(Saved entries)
Content starts

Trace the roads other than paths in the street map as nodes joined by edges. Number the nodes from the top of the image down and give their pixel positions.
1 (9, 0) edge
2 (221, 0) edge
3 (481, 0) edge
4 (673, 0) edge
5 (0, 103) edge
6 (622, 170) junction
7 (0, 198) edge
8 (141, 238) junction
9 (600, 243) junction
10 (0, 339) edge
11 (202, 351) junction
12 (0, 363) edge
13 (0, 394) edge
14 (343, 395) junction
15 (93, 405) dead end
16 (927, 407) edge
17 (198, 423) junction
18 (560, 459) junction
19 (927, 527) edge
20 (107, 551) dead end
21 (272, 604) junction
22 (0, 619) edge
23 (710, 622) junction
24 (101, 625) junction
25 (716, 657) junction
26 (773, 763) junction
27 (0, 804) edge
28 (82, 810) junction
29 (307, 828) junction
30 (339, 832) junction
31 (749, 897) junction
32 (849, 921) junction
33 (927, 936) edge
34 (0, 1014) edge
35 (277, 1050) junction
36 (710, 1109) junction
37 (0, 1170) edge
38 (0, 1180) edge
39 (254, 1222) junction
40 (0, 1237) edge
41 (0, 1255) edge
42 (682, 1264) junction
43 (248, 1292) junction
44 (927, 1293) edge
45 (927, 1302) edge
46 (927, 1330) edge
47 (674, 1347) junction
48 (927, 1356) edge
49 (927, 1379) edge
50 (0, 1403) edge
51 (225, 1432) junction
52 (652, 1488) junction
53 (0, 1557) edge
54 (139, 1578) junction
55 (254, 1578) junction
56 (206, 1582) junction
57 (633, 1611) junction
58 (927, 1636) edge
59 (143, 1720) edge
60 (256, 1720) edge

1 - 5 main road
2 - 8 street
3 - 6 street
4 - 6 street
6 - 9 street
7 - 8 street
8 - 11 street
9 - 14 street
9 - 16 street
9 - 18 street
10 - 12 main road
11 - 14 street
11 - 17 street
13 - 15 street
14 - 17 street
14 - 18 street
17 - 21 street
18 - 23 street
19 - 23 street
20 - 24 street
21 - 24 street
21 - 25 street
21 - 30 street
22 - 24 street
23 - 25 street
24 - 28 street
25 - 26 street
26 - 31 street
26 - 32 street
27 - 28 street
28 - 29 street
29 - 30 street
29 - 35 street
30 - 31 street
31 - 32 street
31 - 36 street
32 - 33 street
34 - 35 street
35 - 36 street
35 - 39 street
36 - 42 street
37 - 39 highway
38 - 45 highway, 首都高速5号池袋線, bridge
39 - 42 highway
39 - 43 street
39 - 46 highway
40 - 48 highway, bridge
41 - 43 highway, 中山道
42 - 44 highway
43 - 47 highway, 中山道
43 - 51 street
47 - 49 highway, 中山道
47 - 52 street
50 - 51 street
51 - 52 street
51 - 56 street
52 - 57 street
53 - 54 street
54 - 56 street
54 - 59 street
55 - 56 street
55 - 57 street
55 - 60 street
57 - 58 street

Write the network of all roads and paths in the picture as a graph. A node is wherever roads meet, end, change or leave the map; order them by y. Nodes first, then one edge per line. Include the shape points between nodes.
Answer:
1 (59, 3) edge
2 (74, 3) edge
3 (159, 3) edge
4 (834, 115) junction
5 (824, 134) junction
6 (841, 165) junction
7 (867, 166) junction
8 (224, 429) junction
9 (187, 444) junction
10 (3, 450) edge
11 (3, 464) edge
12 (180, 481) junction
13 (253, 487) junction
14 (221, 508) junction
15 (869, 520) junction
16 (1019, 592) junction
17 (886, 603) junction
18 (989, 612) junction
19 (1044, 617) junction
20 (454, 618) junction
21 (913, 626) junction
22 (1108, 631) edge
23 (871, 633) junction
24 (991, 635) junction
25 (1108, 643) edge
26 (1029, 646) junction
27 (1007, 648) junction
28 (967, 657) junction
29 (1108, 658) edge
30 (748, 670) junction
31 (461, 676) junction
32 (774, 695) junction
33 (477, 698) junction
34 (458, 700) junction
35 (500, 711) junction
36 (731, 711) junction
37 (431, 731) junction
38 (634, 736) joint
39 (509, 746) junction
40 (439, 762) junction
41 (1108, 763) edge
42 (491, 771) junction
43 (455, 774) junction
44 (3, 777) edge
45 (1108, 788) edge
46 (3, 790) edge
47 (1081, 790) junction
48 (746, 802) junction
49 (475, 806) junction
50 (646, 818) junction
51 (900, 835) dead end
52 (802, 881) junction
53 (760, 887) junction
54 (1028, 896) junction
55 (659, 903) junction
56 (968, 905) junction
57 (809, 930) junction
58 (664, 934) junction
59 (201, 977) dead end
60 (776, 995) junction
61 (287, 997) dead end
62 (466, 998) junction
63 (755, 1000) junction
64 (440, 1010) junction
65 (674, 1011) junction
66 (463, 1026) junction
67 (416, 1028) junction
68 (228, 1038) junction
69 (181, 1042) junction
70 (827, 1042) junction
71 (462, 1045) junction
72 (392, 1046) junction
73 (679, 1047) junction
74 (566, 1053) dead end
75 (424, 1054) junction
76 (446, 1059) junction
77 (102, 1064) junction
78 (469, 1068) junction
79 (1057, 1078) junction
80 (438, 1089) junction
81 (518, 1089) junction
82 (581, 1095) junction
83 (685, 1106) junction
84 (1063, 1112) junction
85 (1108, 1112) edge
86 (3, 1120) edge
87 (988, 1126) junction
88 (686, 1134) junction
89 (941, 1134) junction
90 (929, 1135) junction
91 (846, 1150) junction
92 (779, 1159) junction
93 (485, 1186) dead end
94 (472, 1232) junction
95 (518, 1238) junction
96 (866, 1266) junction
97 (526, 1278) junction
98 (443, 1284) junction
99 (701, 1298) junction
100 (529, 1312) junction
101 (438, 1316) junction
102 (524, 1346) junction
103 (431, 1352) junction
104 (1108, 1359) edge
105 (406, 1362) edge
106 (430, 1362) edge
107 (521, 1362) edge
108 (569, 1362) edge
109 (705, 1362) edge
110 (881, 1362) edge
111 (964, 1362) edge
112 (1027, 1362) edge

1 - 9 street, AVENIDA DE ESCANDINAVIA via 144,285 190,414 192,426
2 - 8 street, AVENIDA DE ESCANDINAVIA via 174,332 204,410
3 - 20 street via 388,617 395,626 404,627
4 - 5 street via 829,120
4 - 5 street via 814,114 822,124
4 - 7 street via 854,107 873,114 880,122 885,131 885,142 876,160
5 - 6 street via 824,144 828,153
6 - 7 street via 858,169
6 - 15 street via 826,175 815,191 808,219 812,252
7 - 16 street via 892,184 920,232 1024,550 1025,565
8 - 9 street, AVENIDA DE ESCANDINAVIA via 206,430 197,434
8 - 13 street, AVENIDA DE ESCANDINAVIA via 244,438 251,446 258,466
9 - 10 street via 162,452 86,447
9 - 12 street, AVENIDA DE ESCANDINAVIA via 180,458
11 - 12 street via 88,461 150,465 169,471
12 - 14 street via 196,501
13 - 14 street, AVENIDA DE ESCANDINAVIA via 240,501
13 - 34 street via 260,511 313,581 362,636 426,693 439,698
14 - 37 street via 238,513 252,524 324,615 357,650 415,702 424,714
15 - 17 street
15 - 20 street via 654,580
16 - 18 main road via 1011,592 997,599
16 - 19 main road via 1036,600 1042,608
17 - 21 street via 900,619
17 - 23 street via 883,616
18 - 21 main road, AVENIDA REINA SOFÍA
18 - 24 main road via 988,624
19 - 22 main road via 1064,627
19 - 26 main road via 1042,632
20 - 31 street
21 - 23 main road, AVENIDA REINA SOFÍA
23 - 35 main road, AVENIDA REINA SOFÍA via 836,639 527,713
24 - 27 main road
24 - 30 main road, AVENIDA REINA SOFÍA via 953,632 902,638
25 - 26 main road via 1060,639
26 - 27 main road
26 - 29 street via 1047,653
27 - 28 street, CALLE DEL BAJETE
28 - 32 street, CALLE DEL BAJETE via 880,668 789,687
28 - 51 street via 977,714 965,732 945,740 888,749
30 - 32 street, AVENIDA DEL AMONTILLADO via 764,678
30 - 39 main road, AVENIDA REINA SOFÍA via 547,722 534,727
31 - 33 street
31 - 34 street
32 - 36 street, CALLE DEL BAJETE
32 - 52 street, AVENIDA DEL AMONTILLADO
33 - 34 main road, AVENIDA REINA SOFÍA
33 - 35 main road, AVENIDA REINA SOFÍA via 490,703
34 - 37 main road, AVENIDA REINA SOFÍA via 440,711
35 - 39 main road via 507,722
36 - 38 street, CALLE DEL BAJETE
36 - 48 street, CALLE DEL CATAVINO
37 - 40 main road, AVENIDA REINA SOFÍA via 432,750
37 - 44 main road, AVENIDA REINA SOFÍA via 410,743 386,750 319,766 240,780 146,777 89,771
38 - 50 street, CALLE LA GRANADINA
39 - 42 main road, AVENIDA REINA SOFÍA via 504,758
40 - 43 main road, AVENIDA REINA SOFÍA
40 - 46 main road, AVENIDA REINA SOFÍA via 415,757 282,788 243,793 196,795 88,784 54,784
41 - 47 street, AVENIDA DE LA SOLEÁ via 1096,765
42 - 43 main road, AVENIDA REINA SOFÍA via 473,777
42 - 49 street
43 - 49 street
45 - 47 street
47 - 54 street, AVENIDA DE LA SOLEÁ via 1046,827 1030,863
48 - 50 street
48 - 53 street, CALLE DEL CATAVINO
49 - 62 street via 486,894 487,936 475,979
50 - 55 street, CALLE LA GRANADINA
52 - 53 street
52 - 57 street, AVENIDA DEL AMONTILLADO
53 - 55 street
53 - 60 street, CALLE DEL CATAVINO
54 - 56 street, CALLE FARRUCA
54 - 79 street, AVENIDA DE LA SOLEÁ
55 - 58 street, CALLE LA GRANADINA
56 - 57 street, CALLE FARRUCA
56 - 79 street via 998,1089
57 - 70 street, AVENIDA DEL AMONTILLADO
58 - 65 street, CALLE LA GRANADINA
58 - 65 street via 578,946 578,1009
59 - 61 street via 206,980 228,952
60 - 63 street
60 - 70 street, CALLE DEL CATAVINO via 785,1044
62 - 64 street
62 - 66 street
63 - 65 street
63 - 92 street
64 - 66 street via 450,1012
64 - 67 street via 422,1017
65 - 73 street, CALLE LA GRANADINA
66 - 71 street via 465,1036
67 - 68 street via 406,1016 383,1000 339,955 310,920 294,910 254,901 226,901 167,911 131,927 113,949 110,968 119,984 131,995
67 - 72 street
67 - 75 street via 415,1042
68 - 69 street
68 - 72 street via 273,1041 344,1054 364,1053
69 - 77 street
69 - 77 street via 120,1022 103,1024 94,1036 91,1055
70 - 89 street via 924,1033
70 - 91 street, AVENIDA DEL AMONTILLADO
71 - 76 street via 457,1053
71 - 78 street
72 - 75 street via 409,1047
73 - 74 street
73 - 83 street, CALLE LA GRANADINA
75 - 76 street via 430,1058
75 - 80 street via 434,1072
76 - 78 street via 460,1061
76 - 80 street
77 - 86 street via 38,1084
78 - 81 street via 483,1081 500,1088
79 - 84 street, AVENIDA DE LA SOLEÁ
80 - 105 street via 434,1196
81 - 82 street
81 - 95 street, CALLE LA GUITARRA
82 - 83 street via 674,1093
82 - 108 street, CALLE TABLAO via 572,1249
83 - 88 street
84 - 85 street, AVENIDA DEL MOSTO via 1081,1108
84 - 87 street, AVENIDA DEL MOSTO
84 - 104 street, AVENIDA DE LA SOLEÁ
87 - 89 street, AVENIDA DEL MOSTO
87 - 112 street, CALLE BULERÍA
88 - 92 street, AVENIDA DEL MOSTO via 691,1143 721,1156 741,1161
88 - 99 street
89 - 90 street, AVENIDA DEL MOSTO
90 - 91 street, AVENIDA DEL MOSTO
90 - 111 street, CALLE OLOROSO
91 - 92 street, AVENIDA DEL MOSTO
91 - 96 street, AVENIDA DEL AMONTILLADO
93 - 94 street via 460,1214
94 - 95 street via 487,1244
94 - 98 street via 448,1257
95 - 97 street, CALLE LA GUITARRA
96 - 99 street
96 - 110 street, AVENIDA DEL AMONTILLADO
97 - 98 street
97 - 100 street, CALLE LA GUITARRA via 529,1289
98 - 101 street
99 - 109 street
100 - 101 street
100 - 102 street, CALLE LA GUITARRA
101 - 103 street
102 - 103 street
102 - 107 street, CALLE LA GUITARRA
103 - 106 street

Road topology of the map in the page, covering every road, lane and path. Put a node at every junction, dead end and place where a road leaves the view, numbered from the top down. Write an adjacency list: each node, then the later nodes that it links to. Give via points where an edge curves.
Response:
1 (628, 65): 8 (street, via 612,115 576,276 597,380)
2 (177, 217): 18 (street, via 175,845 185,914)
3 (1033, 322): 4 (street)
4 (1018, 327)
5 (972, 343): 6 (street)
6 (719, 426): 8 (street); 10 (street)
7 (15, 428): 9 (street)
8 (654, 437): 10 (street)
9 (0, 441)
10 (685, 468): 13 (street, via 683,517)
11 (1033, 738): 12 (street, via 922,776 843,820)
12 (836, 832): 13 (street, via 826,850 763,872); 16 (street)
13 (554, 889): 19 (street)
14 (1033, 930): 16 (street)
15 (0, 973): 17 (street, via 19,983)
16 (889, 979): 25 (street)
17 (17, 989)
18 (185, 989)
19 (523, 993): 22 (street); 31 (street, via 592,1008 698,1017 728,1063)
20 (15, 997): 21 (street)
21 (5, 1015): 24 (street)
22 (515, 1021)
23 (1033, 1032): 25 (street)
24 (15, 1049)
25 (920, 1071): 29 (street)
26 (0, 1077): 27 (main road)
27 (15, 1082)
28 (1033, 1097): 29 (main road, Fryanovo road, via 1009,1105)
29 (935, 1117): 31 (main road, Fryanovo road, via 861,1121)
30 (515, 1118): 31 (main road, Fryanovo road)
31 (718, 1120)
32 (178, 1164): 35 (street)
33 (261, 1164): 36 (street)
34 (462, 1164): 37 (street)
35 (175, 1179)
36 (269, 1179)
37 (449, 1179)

Content ends

For the string "ESCANDINAVIA", go through the entries above and copy each line where it occurs.

1 - 9 street, AVENIDA DE ESCANDINAVIA via 144,285 190,414 192,426
2 - 8 street, AVENIDA DE ESCANDINAVIA via 174,332 204,410
8 - 9 street, AVENIDA DE ESCANDINAVIA via 206,430 197,434
8 - 13 street, AVENIDA DE ESCANDINAVIA via 244,438 251,446 258,466
9 - 12 street, AVENIDA DE ESCANDINAVIA via 180,458
13 - 14 street, AVENIDA DE ESCANDINAVIA via 240,501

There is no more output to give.